No, my problem is a failure to listen closely to everything being said to me. I am working on it, but have yet to achieve complete satisfaction.

This week I attended a baseball game with my cousin. We chatted about numerous topics. There was one particular thing he mentioned about which I never got the whole story—because I had to get in my opinion about what he had mentioned.

At a networking event this week, there was useful input coming to me from a number of people I was visiting with. But, in at least two cases, I derailed their train of thought by offering my own take on the issue being discussed.

I remember talk show host Tom Snyder who was a talented interviewer. But he had a tendency to butt in on interesting responses to his questions. He would then share his own experiences or beliefs about the topic. The guest often did not get a chance to finish his thought.
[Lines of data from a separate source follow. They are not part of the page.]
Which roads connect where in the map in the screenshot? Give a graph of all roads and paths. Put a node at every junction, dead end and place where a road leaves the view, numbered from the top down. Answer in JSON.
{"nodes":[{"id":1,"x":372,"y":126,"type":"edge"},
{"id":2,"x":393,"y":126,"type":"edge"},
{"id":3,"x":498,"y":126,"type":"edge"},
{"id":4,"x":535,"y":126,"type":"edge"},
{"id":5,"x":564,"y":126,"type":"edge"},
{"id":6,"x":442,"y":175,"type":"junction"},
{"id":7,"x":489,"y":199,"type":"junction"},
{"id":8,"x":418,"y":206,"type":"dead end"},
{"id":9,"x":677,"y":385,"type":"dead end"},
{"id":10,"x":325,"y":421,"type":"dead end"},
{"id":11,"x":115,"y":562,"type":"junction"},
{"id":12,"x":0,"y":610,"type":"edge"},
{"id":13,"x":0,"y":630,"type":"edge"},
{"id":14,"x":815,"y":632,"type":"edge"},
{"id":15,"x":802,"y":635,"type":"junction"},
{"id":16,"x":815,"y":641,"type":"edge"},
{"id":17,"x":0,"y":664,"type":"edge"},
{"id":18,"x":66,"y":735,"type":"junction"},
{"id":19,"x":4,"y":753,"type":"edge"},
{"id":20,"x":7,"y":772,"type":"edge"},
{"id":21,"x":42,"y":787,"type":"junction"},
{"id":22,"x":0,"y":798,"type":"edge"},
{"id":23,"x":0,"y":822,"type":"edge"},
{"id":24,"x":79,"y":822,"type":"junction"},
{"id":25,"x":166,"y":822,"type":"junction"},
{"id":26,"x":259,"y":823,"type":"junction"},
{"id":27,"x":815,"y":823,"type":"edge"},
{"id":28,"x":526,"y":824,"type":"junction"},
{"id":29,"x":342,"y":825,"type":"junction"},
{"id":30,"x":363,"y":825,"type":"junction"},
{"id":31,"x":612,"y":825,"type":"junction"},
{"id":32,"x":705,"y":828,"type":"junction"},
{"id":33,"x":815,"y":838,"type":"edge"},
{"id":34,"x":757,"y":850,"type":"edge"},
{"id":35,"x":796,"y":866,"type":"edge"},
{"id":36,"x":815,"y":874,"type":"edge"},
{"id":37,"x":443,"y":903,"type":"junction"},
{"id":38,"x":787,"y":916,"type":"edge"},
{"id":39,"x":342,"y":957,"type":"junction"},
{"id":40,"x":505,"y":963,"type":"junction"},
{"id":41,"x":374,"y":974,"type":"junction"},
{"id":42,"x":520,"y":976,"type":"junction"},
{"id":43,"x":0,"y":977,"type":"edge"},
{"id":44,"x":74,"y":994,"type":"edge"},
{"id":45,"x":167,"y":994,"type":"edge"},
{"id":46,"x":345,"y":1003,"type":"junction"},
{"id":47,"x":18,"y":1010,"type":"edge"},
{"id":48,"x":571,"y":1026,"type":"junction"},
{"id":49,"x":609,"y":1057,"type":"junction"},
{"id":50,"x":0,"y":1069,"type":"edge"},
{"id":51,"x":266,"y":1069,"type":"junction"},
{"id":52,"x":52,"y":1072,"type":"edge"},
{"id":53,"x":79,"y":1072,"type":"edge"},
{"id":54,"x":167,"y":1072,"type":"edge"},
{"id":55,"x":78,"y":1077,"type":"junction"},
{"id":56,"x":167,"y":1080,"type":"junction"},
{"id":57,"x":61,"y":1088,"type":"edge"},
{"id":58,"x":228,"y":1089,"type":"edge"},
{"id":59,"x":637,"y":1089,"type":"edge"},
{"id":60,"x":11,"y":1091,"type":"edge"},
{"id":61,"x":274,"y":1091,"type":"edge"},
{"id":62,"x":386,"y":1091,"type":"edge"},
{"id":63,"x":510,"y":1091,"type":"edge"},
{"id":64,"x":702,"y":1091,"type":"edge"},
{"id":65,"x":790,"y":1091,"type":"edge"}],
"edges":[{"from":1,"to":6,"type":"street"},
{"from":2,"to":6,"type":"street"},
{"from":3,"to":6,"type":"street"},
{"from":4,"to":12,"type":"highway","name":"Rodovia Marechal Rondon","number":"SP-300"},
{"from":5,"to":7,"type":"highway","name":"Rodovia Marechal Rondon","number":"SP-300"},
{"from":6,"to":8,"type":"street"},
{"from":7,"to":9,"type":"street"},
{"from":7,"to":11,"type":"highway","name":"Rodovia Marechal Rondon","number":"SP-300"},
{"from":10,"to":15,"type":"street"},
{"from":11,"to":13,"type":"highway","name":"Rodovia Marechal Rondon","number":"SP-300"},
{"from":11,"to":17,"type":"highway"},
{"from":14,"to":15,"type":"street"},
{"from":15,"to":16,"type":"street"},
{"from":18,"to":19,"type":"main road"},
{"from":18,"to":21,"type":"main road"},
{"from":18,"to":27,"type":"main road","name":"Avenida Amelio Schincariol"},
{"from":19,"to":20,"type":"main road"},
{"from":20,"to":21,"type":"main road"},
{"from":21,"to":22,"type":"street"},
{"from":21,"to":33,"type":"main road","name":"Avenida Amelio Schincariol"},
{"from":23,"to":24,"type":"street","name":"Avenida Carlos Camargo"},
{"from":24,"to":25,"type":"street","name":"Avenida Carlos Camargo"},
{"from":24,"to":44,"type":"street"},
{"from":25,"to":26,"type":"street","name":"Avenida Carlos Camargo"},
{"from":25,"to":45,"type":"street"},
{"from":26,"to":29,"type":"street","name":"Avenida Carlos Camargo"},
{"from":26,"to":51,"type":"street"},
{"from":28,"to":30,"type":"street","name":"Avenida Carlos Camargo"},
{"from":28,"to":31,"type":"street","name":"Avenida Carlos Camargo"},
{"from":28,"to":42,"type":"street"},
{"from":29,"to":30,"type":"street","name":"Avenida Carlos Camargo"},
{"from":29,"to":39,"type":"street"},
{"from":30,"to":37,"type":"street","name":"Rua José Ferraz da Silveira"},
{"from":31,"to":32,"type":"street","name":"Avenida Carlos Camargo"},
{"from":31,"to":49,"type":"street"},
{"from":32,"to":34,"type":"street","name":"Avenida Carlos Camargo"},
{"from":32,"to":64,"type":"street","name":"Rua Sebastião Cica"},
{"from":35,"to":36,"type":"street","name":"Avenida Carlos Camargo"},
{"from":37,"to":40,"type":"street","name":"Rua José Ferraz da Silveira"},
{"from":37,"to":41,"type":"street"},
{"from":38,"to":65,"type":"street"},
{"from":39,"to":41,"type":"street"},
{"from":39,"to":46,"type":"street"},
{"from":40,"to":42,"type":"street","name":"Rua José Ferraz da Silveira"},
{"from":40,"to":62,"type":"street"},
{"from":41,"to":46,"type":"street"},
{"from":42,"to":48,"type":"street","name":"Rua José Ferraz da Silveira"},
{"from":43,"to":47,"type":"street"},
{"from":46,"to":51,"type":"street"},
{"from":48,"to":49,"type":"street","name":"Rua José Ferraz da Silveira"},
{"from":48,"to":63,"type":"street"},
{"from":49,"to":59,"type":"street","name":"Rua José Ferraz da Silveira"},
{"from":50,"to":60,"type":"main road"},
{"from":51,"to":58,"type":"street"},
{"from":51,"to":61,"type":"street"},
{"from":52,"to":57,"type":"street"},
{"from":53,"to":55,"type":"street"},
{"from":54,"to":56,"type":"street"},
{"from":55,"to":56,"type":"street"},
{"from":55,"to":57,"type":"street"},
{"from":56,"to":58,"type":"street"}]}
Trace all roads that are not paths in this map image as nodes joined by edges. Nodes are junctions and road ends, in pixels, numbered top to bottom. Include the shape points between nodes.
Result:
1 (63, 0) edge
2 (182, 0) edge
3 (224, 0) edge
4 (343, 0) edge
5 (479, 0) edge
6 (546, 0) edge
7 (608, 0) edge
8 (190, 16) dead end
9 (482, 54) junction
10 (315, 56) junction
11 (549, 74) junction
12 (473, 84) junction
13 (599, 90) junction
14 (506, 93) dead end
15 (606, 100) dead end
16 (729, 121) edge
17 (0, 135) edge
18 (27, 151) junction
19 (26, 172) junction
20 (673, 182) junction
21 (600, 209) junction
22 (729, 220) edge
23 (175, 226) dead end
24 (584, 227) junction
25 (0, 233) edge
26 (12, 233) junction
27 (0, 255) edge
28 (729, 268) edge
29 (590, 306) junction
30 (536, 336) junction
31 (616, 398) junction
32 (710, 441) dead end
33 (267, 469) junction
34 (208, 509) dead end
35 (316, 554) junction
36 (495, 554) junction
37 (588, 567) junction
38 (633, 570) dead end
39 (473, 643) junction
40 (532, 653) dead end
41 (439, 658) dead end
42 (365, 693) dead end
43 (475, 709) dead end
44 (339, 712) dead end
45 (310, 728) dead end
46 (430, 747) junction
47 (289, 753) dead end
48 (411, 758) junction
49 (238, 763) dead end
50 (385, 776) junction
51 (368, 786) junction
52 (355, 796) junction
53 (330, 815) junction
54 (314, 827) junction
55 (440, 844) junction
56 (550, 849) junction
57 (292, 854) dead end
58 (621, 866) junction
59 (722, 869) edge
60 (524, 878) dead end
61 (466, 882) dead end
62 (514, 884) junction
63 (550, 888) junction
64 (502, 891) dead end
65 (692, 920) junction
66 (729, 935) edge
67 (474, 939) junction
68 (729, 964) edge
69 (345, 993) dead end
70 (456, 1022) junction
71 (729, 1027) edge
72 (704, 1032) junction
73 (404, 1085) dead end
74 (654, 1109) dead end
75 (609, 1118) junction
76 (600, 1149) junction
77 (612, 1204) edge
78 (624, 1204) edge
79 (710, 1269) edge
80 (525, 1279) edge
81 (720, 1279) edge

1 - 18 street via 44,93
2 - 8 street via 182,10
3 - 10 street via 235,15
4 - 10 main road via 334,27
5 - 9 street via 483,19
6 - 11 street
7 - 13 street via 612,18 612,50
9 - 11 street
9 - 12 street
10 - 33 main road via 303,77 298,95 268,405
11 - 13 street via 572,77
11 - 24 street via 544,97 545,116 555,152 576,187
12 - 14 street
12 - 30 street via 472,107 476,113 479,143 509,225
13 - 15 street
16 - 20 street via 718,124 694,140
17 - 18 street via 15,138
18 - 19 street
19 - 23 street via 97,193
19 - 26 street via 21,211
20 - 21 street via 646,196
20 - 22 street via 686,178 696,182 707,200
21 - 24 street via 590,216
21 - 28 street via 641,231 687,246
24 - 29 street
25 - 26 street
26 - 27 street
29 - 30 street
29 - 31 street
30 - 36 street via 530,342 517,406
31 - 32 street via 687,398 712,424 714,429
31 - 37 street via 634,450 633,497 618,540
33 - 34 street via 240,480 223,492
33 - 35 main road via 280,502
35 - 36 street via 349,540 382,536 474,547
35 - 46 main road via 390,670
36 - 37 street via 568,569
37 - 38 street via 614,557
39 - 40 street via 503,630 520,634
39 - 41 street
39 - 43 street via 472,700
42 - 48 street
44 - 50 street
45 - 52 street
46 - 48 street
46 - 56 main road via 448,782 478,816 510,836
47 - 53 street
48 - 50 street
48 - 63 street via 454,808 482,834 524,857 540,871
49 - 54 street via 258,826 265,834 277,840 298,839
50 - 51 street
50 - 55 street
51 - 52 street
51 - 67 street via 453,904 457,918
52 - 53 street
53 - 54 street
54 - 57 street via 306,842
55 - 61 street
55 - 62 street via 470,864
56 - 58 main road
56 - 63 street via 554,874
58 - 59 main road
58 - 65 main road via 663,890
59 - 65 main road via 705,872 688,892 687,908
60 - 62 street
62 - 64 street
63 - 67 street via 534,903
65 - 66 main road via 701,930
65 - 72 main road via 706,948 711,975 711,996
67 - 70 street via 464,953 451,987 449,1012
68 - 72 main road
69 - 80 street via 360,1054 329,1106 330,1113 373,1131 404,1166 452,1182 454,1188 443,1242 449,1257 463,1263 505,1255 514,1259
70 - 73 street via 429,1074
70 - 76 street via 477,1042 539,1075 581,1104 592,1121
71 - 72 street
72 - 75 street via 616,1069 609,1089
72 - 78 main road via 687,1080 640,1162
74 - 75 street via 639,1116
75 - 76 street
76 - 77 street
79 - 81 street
Here are some reasons why I need to work on being a better listener:

  1. I can learn more by listening to others than by listening to myself.
  2. Sometimes my responses may be construed as my saying, “Hey, I can top that!” (Even when that’s certainly not my intention.)
  3. Sometimes when I talk too much, I say things that are better left unsaid.
  4. I may miss out on hidden cues within the other person’s comments.
  5. People appreciate someone who actually pays attention to what they are saying.
  6. If I listen more carefully, I won’t have to ask people to repeat things.
  7. When I am listening, I learn more about the needs and wants of others (including prospects).

How about you? Can you be a better listener?


(This article was first posted in May 2012.)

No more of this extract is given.